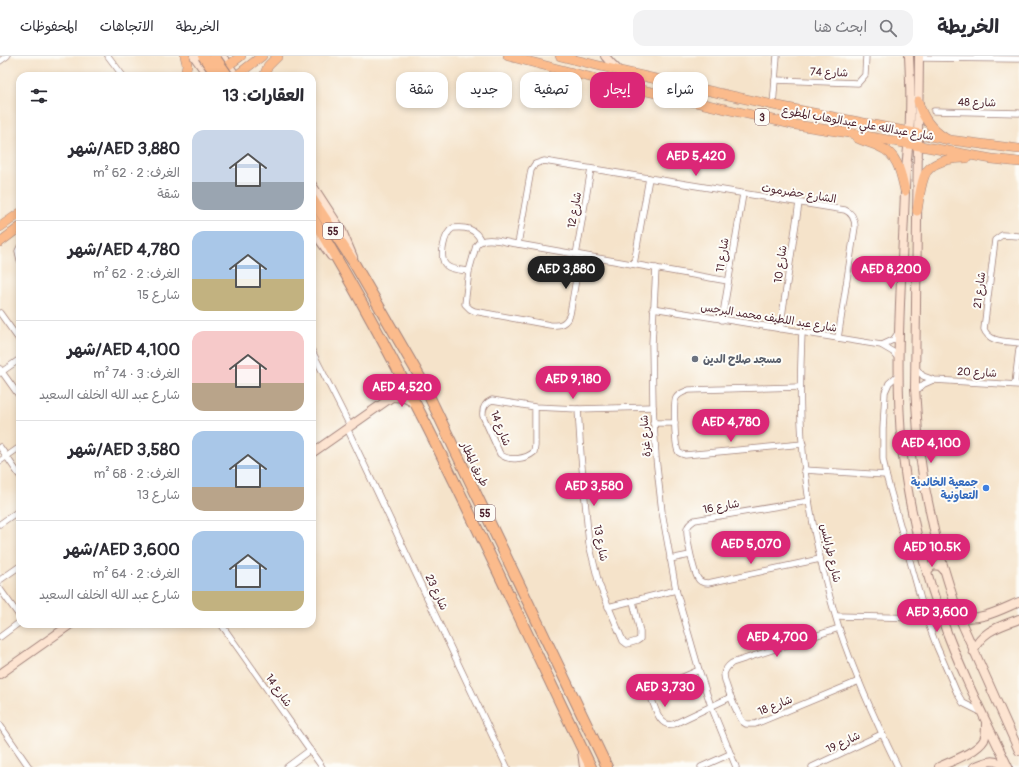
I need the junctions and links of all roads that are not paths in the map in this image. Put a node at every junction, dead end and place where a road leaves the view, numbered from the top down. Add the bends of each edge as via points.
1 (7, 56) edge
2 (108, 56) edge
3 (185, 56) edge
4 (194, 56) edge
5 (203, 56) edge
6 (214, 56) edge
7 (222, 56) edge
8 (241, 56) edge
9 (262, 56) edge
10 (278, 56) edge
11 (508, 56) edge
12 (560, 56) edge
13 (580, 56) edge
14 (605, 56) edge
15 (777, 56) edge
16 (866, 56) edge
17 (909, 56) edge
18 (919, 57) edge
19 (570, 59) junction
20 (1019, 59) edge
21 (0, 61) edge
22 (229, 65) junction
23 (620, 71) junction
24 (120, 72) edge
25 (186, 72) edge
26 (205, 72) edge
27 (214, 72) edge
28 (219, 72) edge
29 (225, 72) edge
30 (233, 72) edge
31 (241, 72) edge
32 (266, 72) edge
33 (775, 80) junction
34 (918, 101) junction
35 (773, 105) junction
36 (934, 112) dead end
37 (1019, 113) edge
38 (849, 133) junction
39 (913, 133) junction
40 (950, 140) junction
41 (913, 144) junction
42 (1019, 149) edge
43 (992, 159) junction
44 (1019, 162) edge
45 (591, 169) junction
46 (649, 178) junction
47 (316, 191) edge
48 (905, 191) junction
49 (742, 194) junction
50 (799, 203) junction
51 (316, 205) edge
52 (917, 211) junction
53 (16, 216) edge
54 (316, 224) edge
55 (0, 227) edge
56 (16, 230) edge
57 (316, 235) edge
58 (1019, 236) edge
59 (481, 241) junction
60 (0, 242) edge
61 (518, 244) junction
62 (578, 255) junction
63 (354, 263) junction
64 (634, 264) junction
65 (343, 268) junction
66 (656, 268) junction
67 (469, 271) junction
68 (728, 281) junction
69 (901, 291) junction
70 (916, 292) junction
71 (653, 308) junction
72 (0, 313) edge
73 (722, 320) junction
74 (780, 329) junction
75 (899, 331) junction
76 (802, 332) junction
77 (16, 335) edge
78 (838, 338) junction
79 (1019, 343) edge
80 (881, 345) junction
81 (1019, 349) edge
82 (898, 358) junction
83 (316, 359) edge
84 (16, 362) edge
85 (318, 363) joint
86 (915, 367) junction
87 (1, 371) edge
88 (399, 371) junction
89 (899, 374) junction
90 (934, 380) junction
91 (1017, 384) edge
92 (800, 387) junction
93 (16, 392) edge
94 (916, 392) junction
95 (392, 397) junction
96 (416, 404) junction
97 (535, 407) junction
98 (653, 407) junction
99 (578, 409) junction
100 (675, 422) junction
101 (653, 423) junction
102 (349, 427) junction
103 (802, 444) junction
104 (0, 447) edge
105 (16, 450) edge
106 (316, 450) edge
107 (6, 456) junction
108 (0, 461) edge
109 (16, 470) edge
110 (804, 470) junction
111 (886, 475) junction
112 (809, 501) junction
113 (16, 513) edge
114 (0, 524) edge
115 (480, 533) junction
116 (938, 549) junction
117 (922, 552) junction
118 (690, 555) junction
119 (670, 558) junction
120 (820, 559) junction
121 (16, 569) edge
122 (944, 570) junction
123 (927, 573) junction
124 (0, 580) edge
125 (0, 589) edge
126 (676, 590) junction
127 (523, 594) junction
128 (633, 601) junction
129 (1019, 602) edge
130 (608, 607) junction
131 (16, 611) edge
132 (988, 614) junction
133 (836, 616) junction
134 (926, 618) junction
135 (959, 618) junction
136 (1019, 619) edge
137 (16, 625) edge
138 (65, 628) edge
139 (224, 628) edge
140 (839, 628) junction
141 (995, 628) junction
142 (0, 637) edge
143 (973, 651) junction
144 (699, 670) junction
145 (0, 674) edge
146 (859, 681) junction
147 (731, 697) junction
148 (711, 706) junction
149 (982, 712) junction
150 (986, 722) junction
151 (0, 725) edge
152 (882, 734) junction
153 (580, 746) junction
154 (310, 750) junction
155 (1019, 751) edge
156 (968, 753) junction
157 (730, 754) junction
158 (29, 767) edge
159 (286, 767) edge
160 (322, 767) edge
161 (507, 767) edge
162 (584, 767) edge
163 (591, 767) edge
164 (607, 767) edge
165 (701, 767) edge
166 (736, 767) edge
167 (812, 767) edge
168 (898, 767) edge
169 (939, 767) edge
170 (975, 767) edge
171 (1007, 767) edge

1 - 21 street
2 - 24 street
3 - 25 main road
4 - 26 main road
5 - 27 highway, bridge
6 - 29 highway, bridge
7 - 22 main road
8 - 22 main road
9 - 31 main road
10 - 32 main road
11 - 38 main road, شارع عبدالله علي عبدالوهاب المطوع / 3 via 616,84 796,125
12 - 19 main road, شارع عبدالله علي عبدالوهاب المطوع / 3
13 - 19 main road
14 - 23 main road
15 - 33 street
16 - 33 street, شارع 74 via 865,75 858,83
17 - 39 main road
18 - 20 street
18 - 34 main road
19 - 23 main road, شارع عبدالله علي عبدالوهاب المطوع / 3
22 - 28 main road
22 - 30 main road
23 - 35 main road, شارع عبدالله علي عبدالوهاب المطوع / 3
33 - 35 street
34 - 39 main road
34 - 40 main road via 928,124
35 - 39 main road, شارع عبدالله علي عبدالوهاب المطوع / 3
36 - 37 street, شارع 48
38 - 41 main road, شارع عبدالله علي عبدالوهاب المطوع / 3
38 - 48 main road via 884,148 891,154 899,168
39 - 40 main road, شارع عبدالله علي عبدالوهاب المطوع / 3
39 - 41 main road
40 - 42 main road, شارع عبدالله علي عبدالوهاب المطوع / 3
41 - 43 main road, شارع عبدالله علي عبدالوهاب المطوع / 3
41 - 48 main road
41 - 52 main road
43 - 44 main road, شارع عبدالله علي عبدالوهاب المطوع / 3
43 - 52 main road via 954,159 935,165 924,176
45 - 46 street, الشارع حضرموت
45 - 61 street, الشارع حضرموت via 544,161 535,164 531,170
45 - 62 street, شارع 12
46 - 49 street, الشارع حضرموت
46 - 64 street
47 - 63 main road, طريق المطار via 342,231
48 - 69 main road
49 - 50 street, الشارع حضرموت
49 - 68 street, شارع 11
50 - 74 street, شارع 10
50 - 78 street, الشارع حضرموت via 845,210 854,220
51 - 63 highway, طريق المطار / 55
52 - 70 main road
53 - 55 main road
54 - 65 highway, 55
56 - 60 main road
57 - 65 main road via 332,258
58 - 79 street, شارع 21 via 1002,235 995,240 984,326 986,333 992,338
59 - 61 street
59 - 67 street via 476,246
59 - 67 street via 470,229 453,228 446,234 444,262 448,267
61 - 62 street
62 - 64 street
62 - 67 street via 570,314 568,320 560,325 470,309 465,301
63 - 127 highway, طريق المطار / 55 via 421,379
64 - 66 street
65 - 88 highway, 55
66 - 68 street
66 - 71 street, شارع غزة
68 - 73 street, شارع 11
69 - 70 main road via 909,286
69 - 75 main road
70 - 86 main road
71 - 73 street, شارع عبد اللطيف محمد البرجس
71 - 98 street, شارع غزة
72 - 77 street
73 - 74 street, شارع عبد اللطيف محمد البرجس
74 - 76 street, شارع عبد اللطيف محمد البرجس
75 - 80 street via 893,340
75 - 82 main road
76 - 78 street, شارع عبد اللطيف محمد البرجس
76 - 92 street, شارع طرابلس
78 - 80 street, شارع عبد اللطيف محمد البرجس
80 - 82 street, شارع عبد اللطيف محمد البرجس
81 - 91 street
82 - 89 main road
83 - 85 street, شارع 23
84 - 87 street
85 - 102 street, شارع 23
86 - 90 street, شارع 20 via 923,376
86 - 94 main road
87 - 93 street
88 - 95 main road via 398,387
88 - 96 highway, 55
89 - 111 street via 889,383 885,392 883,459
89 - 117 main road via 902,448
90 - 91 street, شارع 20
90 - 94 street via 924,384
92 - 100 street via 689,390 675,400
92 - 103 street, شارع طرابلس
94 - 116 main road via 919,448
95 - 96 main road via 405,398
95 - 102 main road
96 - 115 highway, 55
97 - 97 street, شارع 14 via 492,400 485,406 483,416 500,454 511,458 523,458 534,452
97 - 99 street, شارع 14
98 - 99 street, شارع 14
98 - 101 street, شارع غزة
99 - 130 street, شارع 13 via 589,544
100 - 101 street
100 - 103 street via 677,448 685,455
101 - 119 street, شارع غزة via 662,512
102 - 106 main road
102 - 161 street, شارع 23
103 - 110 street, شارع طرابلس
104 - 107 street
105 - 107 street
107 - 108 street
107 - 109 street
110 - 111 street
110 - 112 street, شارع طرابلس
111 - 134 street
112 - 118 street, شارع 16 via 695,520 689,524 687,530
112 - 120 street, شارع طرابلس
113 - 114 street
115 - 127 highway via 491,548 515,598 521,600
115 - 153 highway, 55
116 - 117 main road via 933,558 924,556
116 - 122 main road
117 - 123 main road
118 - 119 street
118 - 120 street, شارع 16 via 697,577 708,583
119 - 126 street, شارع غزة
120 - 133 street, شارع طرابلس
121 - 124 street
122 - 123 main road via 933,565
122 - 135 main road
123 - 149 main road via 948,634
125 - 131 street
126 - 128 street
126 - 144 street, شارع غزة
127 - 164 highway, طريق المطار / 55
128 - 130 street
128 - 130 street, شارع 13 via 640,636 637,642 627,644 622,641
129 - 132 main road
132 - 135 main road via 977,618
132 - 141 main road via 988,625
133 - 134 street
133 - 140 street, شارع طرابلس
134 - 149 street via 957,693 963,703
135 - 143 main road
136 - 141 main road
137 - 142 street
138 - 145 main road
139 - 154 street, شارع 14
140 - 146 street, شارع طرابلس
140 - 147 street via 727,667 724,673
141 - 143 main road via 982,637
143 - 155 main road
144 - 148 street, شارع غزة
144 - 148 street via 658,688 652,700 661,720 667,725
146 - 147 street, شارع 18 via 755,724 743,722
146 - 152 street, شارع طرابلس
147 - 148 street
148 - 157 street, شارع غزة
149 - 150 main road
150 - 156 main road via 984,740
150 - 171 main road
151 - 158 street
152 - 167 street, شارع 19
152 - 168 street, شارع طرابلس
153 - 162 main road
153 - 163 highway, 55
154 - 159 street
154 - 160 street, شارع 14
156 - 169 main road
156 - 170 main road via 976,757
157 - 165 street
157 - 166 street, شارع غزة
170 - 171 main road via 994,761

Exercise instructions: Anywhere the listing shows the word "bridge", copy the full line.

Result:
5 - 27 highway, bridge
6 - 29 highway, bridge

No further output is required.